A este parque se llamó y aún se sigue llamando "el parque de la Ciudadela". En 1887, cuando Onofre Bouvila puso los pies en él, se estaba levantando allí lo que había de ser el recinto de la Exposición Universal. Eso ocurrió a principios o a mediados de mayo de ese año. Para entonces las obras estaban muy avanzadas. El contingente de obreros empleado en ella había alcanzado su máxima dotación, es decir, cuatro mil quinientos hombres. Este número era exorbitante, no tenía precedente en la época. A él hay que agregar otro número indeterminado pero igualmente grande de mulas y borricos. También funcionaban allí entonces grúas, máquinas de vapor, ingenios y carromatos. El polvo lo cubría todo, el ruido era ensordecedor y la confusión, absoluta.
Después de ciento veintidós años, el parque de la Ciudadela es un recinto pacífico por donde transitan algunos paseantes, respirando el aire fresco de la tarde del otoño. El nombre lo debe a una fortaleza que mandó construir Felipe V en 1714, después de vencer a los catalanes, que no le aceptaban como sucesor del último Austria, Carlos II, que murió sin descendencia. La ciudadela fue derribada en 1868, cuando se destronó a la reina Isabel, y fueron cedidos sus terrenos al municipio.
De la Exposición Universal de 1888 quedan algunos pabellones, una gran cascada, en cuyo diseño participó Gaudí, y un pintoresco Arco de Triunfo, que fue la entrada al recinto. Dentro del parque se encuentra el Parlament de Catalunya, que ocupa un antiguo arsenal desde la época de la Republica.
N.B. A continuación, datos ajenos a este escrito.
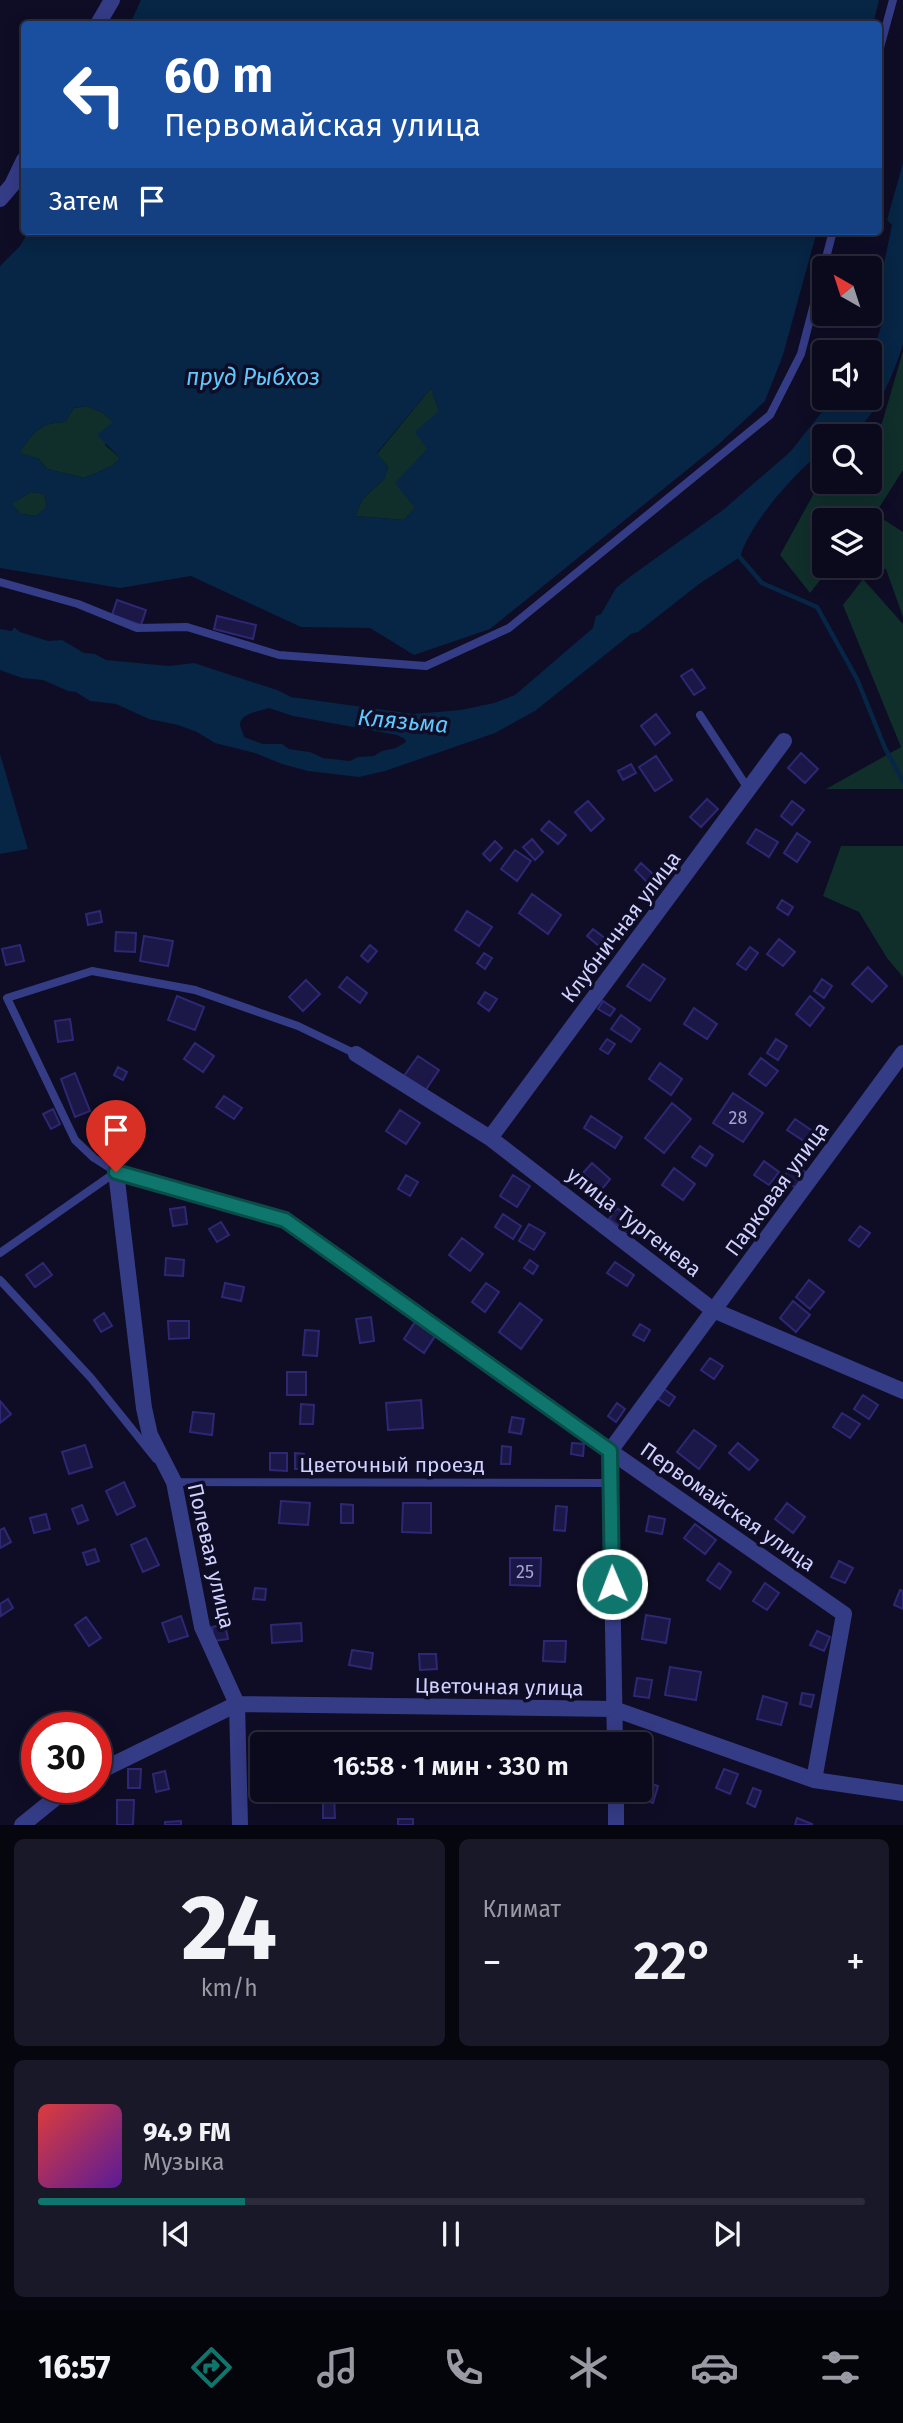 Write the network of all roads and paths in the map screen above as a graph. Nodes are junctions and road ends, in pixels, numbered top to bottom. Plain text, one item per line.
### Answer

De Onofre Bouvila no queda rastro en la Ciudadela, a donde él iba a repartir pasquines anarquistas y a vender crecepelo, ni en las avenidas de esta ciudad moderna y vistosa. Cuando él llegó a Barcelona, el Ensanche estaba levantándose sobre campos en los que hasta hacía pocos lustros pastaba el ganado y crecía silvestre la vegetación. En las calles estrechas de la población ya no cabían sus pobladores, muchos de ellos recién llegados en busca de trabajo y de un futuro sin las miserias de los pueblos del interior.
La ciudad crecía y prosperaba sin quitar los ojos del mar, sin dejar de oler la humedad de aquel Mediterráneo que le daba vida. Así lo cuenta Eduardo Mendoza en "La ciudad de los prodigios", (Seix Barral, 1986).
Aunque a finales del siglo XIX ya era un lugar común decir que Barcelona vivía "de espaldas al mar", la realidad cotidiana no corroboraba esta afirmación. Barcelona había sido siempre y era entonces aún una ciudad portuaria: había vivido del mar y para el mar; se alimentaba del mar y entregaba al mar el fruto de sus esfuerzos; las calles de Barcelona llevaban los pasos del caminante al mar y por el mar se comunicaba con el resto del mundo; del mar provenían el aire y el clima, el aroma no siempre placentero y la humedad y la sal que corroían los muros; el ruido del mar arrullaba las siestas de los barceloneses, las sirenas de los barcos marcaban el paso del tiempo y el graznido de las gaviotas, triste y avinagrado, advertía que la dulzura de la solisombra que proyectaban los árboles en las avenidas era sólo una ilusión; el mar poblaba los callejones de personajes torcidos de idioma extranjero, andar incierto y pasado oscuro, propensos a tirar de navaja, pistola y cachiporra; el mar encubría a los que hurtaban el cuerpo a la justicia, a los que huían por mar dejando a sus espaldas gritos desgarradores en la noche y crímenes impunes; el color de las casas y las plazas de Barcelona era el color blanco y cegador del mar en los días claros o el color gris y opaco de los días de borrasca. Todo esto por fuerza había de atraer a Onofre Bouvila, que era hombre de tierra adentro.
Conocer el pasado de una ciudad a través de la literatura te ayuda a apreciar lo que ves cuando estás en ella: los edificios, los monumentos, las vías, los mercados. En los contrastes y las diferencias se pueden encontrar pistas certeras sobre su evolución y sobre la esencia de sus gentes. En el pasado de una ciudad están la mayoría de las claves de su situación actual.
Por eso, en cuanto regresé de Barcelona busqué el libro y volví a leerlo, con la ventaja de tener recientes en la memoria los nombres de los lugares por los que se mueve el personaje de Eduardo Mendoza. Bouvila corretea por una urbe en expansión, especula con los solares en los que se proyectan los nuevos barrios, se involucra en tramas mafiosas y en conspiraciones políticas, se enriquece, se labra una fama que combina el temor con el respeto y consigue sobrevivir, viejo y audaz, hasta la siguiente Exposición Universal de Barcelona, celebrada en 1929 en Montjuitch.
Un buen libro este de Mendoza para indagar en la historia de esta magnífica ciudad.